Although both are so-called second wines, they are actually derived from plots of vines, respectively, that are separate from those that go into the making of the Grand Vin. Comparing these 2 estates in the same outstanding vintage is fascinating, as although one is St Julien and the other Pauillac, they are located immediately adjacent to each other. I still can’t get over the excitement of driving north along the D2 highway and, having passed Leoville Las Cases on the right, one reaches the top of a hill and immediately sees the clos of Las Cases merging imperceptibly with Chateau Latour and, just yonder, Chateax Pichon Baron on the left facing Pichon Lalande on the right. from-st-julien-entering-pauillac

Both wines had a similar deep garnet red. Similarly both wines were quite shut, but one can catch a whiff of intense, rich dark fruits lurking beneath, with the 2000 Les Forts de Latour (courtesy Kieron) possessing a more powerful and luxurious bouquet. On the palate, the 2000 Clos du Marquis initially seemed to have the upper hand: full, powerful, intense, good grip, refined sophisticated tannins, with a touch of graphite that’s typical of St Julien. On the other hand, the Les Forts was less intense, but broader and more expansive, though similarly full-bodied. As it sat in the glass, the Les Forts took on more weight, becoming huge, dense and intense, whereas the Clos du Marquis appeared more willing to relax and soften.

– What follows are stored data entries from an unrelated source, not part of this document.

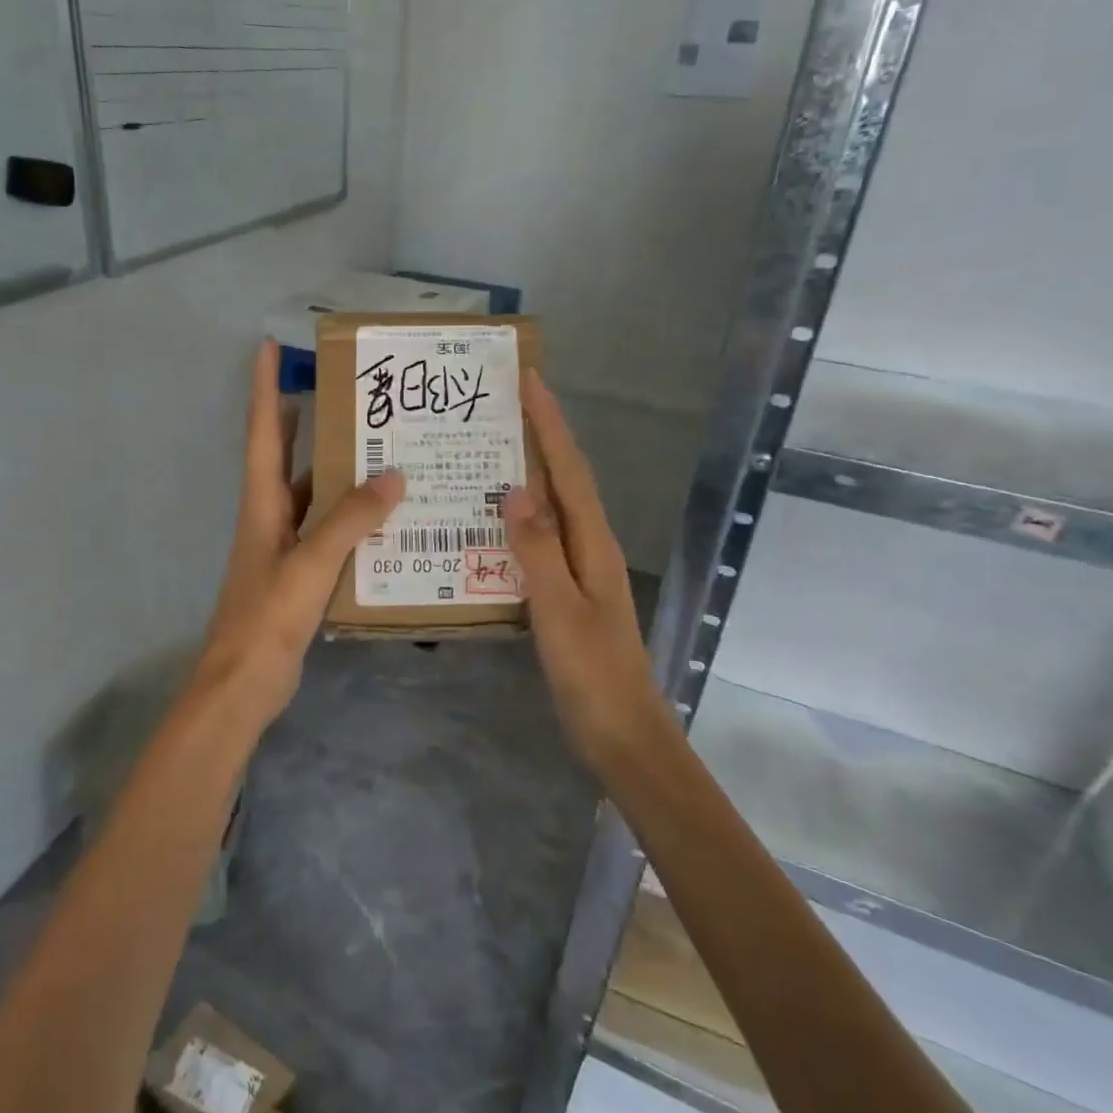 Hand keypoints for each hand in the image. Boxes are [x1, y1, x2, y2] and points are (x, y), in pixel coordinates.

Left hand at [194, 340, 404, 727]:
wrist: (242, 684)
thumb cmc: (267, 617)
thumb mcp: (311, 563)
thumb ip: (350, 519)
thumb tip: (393, 475)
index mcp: (261, 503)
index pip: (263, 432)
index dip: (264, 388)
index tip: (269, 346)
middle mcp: (269, 515)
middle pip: (285, 455)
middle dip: (307, 420)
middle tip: (346, 394)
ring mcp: (282, 545)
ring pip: (312, 494)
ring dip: (337, 471)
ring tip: (380, 447)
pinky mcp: (298, 572)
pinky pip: (327, 530)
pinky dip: (350, 517)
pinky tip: (384, 516)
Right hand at [505, 370, 664, 773]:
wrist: (622, 732)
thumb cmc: (592, 673)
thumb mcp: (559, 610)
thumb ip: (537, 550)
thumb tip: (515, 489)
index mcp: (593, 542)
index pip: (569, 468)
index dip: (550, 423)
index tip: (529, 380)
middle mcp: (591, 545)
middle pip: (565, 477)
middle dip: (540, 436)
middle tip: (501, 404)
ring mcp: (581, 568)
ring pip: (554, 505)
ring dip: (529, 470)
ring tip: (491, 447)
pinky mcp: (569, 589)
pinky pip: (542, 537)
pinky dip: (521, 515)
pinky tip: (493, 519) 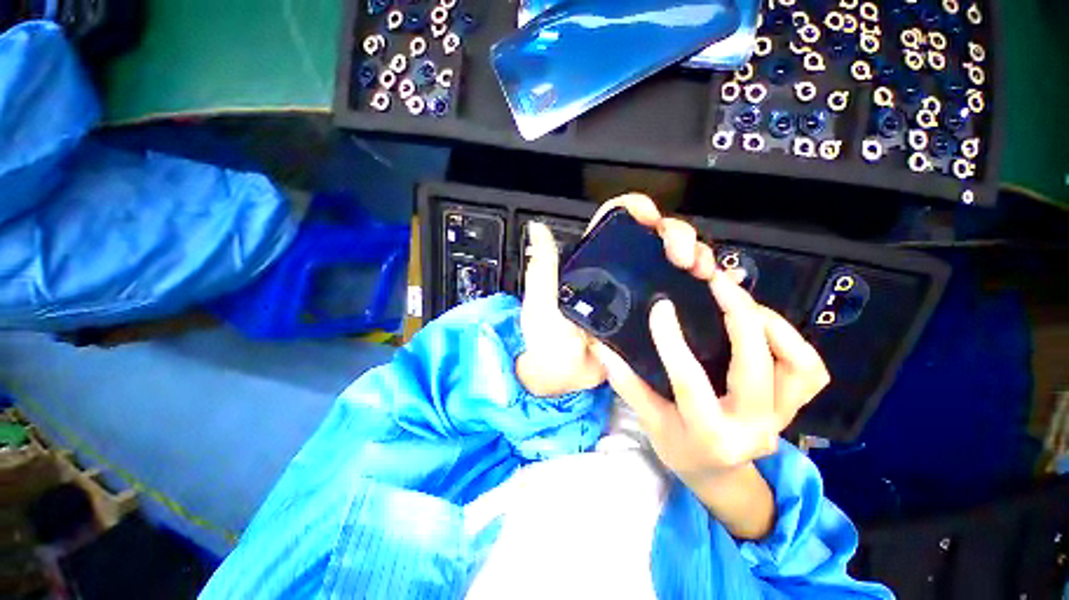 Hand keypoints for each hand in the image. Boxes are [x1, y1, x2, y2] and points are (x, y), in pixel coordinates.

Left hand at [516, 193, 714, 396]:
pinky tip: (719, 285)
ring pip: (672, 263)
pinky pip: (681, 297)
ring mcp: (638, 296)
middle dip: (676, 235)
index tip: (652, 218)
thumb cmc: (544, 340)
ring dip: (695, 258)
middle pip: (654, 239)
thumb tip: (537, 227)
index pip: (617, 222)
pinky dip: (703, 287)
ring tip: (702, 270)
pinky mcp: (652, 319)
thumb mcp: (540, 302)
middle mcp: (619, 273)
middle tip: (684, 256)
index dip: (637, 210)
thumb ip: (542, 268)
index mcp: (593, 262)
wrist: (559, 379)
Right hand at [591, 271, 830, 480]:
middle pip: (755, 366)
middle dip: (739, 316)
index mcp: (708, 433)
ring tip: (743, 301)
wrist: (720, 477)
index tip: (661, 306)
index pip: (689, 381)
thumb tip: (602, 347)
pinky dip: (791, 340)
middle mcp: (752, 427)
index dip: (672, 340)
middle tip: (718, 284)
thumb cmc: (679, 449)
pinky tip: (762, 324)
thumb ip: (626, 382)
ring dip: (772, 325)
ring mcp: (781, 418)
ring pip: (798, 365)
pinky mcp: (793, 408)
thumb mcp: (649, 421)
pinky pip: (809, 370) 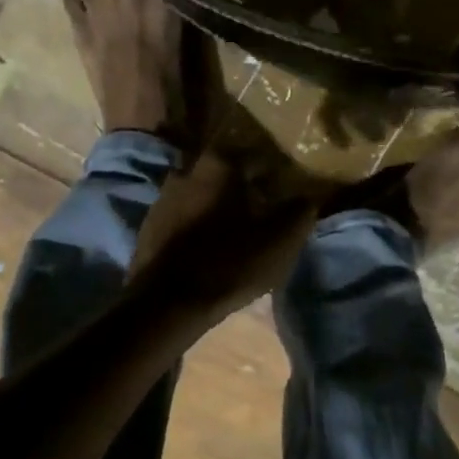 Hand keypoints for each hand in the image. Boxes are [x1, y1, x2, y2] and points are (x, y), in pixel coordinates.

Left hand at [128, 149, 320, 321]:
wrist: (167, 303)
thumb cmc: (229, 263)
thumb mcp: (280, 241)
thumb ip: (299, 212)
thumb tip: (309, 196)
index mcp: (219, 164)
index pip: (255, 155)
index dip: (274, 171)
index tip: (286, 188)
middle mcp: (186, 170)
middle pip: (223, 173)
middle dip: (242, 187)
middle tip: (262, 207)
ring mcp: (162, 198)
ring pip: (199, 193)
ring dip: (217, 206)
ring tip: (236, 228)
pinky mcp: (149, 226)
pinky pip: (181, 217)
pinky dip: (196, 224)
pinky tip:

This simple tasting had provided an absolutely fascinating insight into the importance of terroir: although both wines did share some common characteristics due to their close proximity with each other, they still retained the individual stamp of St Julien and Pauillac. Obviously, these wines should be left alone for at least another 10 years; pity I have none of the Clos du Marquis left. Most fitting end to a wonderful evening.